Le constat nous coûte mais il s’impose : aujourd’hui, en France, on
ne débat plus, on crache ; on ne s’oppose pas, on lynche ; on ne
conteste pas, on conspue ; et ce qui était, hier, impensable est devenu,
aujourd’hui, banal.
Dans la France de 2014, quand on manifeste en
famille son désaccord avec la politique de la garde des Sceaux, on la traite de
«guenon». Dans la France de 2014, un rassemblement prétendument organisé
pour s’opposer au président de la République devient un raout
antisémite, raciste et homophobe dans les rues de Paris où l’on scande «Juif,
la France n’est pas à toi». Dans la France de 2014, la haine antijuive est à ce
point populaire qu’elle est devenue une forme d’humour particulièrement
rentable pour un prédicateur vénal qui se moque de la loi comme de ceux qu’il
offre à la vindicte des rires gras.
Dans notre pays, il se trouve un certain nombre
de personnes pour affirmer avec morgue que les juifs dirigeraient le
monde, que les homosexuels mettraient la société en danger, que les
Arabes ne seront jamais français et que les Noirs devraient préférer
les arbres aux bancs de l’Assemblée nationale. Et il se trouve - hélas ! -
un nombre plus grand encore de personnes suffisamment crédules, fragiles ou
stupides pour le croire et le faire savoir, dans les rues et sur la Toile.
Que l’on ne s’y trompe pas : ce qui, à terme, est
menacé, par le racisme, l’antisémitisme ou l’homophobie ce ne
sont pas seulement les personnes d’origine immigrée,
les juifs et les homosexuels, mais c’est la possibilité de
vivre en république, c’est-à-dire la république elle-même.
A ceux qui ont proféré, diffusé, dit, laissé dire, mis
en scène, organisé ou profité d’une telle immondice, nous voulons exprimer
fermement et calmement que cela suffit ; qu’ils répondront de leurs actes
et que pour notre part, nous répondrons par des mots. Le ressentiment ne peut
pas être le seul sentiment qui relie entre eux des Français qui ne se sont
jamais rencontrés. A trop céder aux oppositions artificielles, la défiance
s’est installée et on en a oublié l’essentiel : la fierté et le bonheur de
vivre ensemble.

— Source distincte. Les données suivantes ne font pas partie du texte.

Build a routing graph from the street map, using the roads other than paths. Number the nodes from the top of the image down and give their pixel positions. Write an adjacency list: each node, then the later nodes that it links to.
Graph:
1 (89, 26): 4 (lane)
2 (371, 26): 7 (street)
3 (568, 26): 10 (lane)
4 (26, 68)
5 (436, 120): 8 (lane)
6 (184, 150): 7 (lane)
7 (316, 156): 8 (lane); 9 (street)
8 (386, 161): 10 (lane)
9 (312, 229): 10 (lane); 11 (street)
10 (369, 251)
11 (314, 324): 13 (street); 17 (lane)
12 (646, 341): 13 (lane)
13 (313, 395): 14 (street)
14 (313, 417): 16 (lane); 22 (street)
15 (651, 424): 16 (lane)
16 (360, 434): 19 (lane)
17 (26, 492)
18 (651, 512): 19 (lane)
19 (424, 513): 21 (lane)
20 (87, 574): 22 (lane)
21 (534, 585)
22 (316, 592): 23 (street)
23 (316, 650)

Si chacun considère son voisin ou son collègue comme une menace
ou un ennemi, alors la France disparaîtra non pas tant dans ce
qu’elle est mais dans ce qu’elle a pu incarner de plus beau ici et à travers le
monde. Nous avons tous et toutes, à titre individuel, la responsabilité de construire
la société dans laquelle nous voulons vivre.
Ceux qui ont hurlé doivent se taire ; ceux qui se sont
tus doivent parler. En ces temps de haines rances, de clameurs
incendiaires et de ressentiment généralisé, nous devons nous rassembler sous un
seul mot, une seule bannière, un unique mot d’ordre, quels que
soient notre origine, notre âge, notre orientation ou notre condition.

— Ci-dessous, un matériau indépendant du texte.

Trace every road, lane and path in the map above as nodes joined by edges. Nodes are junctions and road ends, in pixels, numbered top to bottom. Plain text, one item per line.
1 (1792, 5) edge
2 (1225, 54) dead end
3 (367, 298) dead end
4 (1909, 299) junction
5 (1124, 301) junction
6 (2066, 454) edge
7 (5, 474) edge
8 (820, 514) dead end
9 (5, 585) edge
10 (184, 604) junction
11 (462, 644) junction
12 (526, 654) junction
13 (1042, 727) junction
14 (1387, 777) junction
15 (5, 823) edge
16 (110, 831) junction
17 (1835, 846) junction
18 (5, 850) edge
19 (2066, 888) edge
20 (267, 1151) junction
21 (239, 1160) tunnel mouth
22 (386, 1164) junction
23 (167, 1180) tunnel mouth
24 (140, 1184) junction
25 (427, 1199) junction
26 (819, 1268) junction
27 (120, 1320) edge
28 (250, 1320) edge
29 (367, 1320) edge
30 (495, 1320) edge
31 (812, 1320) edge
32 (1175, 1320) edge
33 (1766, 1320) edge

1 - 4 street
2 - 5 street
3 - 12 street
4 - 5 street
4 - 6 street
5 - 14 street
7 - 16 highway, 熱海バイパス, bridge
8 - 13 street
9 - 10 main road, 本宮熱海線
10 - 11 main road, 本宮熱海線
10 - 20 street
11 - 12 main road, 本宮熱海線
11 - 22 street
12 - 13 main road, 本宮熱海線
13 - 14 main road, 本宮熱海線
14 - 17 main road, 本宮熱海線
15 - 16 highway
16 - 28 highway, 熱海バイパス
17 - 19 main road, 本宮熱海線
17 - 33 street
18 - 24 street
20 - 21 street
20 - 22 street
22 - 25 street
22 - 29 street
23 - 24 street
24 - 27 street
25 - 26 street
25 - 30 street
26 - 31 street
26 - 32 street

Dans la France de 2014, il appartient à chacun d’entre nous de décider que
le temps de la haine est révolu et que celui de la fraternité est venu.
Signataires :
Yvan Attal, Josiane Balasko, Bérénice Bejo,
Tahar Ben Jelloun, Pierre Bergé, Pascal Blanchard, Michel Boujenah,
Patrick Bruel, Elie Chouraqui, Caroline Fourest, Michel Hazanavicius, Patrick
Klugman, Pierre Lescure, Bernard-Henri Lévy, Jacques Martial, Yann Moix,
Scholastique Mukasonga, Yannick Noah, Dominique Sopo, Eric Toledano.